Trotz Gewaltspirale

NATO übergibt Verantwortung an afghanische Kräfte

Ausland
18.06.2013 10:22
Nächster wichtiger Schritt auf dem Weg zum Abzug der NATO-Streitkräfte aus Afghanistan bis Ende 2014: Präsident Hamid Karzai (Bild) hat am Dienstag offiziell die Übernahme der Sicherheitsverantwortung im gesamten Land durch einheimische Kräfte verkündet. "Unsere Sicherheits- und Verteidigungskräfte übernehmen nun die Führung", sagte Karzai in einer Rede in der Hauptstadt Kabul.

Am Dienstag werden die verbliebenen 95 Bezirke unter bisheriger Verantwortung der NATO-Streitkräfte an afghanische Kräfte übergeben. Sie befinden sich in den unruhigen südlichen und östlichen Landesteilen, wo die aufständischen Taliban besonders stark sind. Ab nun sollen die rund 100.000 NATO-Soldaten im Land nur noch eine unterstützende Rolle einnehmen. 

NATO-Generalsekretär spricht von "Meilenstein"
NATO-Generalsekretär Anders Fogh Rasmussen sprach in der Kabuler Militärakademie von einem "Meilenstein". "Die afghanischen Kräfte übernehmen heute die Führung bei der Sicherheit", sagte er. "Der Schwerpunkt unserer Truppen verschiebt sich jetzt vom Kampf zur Unterstützung. Wir werden die afghanischen Truppen bei Bedarf weiter bei Operationen unterstützen. Aber wir werden diese Operationen nicht mehr planen, durchführen oder anführen."

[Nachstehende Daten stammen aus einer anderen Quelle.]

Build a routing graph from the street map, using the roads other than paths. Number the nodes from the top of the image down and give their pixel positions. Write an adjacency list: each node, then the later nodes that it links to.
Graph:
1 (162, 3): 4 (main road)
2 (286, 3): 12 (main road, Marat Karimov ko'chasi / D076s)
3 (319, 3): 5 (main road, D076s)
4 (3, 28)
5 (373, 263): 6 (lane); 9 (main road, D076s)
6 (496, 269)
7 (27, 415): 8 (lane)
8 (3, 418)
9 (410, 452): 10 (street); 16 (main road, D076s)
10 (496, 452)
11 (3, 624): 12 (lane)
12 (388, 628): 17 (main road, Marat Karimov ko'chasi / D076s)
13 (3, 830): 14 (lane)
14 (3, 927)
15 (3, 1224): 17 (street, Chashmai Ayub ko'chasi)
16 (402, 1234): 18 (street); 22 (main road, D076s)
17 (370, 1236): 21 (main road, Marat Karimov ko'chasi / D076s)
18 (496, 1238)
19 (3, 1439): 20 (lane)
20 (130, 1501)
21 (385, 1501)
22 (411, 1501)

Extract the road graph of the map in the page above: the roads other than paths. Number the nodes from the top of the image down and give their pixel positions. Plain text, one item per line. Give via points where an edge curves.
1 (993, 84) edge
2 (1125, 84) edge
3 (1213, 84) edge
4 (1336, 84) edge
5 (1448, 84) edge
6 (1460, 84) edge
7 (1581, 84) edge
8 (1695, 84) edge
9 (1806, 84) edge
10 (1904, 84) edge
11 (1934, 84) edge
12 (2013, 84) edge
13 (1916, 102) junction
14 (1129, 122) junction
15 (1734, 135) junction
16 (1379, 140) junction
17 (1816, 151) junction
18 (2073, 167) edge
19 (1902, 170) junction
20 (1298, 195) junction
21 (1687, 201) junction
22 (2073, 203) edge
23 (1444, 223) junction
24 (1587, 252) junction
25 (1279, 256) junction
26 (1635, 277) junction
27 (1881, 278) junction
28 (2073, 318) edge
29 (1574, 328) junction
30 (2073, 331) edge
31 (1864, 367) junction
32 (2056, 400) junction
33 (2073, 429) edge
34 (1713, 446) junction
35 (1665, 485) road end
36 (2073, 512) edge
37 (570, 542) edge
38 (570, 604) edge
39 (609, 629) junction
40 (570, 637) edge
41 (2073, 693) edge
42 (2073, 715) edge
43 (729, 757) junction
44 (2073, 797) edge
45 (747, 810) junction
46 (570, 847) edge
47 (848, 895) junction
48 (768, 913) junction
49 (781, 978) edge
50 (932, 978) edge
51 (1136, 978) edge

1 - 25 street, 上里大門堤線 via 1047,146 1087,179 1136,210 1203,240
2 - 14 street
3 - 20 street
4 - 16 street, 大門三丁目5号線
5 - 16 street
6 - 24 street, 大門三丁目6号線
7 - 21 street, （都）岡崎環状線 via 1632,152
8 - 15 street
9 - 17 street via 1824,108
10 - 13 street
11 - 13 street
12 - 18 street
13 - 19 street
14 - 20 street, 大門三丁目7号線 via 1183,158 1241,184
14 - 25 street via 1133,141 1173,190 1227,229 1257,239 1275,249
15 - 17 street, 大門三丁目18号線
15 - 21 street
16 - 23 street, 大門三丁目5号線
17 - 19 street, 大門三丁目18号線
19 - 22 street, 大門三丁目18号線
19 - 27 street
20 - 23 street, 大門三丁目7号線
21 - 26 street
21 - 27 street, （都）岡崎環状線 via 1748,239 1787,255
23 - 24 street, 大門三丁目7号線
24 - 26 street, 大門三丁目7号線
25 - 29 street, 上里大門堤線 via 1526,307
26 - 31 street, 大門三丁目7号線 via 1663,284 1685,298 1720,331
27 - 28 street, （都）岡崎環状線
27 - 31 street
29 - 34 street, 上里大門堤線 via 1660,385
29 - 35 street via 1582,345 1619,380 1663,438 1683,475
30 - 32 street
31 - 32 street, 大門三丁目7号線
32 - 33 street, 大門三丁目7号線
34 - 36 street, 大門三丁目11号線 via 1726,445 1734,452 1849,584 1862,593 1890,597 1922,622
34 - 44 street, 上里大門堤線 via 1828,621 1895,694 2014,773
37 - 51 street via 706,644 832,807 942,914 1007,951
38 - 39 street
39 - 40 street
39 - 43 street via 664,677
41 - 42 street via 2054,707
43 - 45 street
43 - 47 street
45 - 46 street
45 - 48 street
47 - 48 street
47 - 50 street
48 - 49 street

Es bleiben jedoch Zweifel, ob die 350.000 afghanischen Sicherheitskräfte der Lage vollauf gewachsen sind, auch wenn der afghanische Präsident von einer verbesserten Sicherheitslage sprach. Kurz vor Karzais Rede wurden bei einem Bombenanschlag in Kabul mindestens drei Zivilisten getötet und 24 weitere Menschen verletzt. Der Angriff galt nach Angaben der Polizei dem bekannten afghanischen Abgeordneten Mohammed Mohakik. Demnach explodierte ein selbstgebauter Sprengsatz vor einem Gebäude, in dem sich Mohakik aufgehalten habe. Der Abgeordnete sei unverletzt geblieben. 

Zahlreiche Regionen im Visier der Taliban-Offensive
Auch in anderen Regionen hat die Gewalt in den letzten Monaten deutlich zugenommen. Erst am Montag wurden bei einer Serie von Bombenanschlägen und Polizeioperationen gleich in mehreren Provinzen zehn Soldaten und elf Talibankämpfer getötet. Ebenfalls am Montag entging der Polizeichef der südlichen Provinz Helmand knapp einem Selbstmordanschlag. Zwei seiner Leibwächter und zwei Passanten seien verletzt worden, als sich der Attentäter in einem mit Sprengstoff gefüllten Wagen in die Luft gesprengt habe, teilte die Provinzregierung mit.

Seit April führen die Taliban ihre "Frühjahrsoffensive" in Afghanistan durch. Als Ziele dienen unter anderem Militärflughäfen der NATO-geführten Truppen sowie diplomatische Einrichtungen.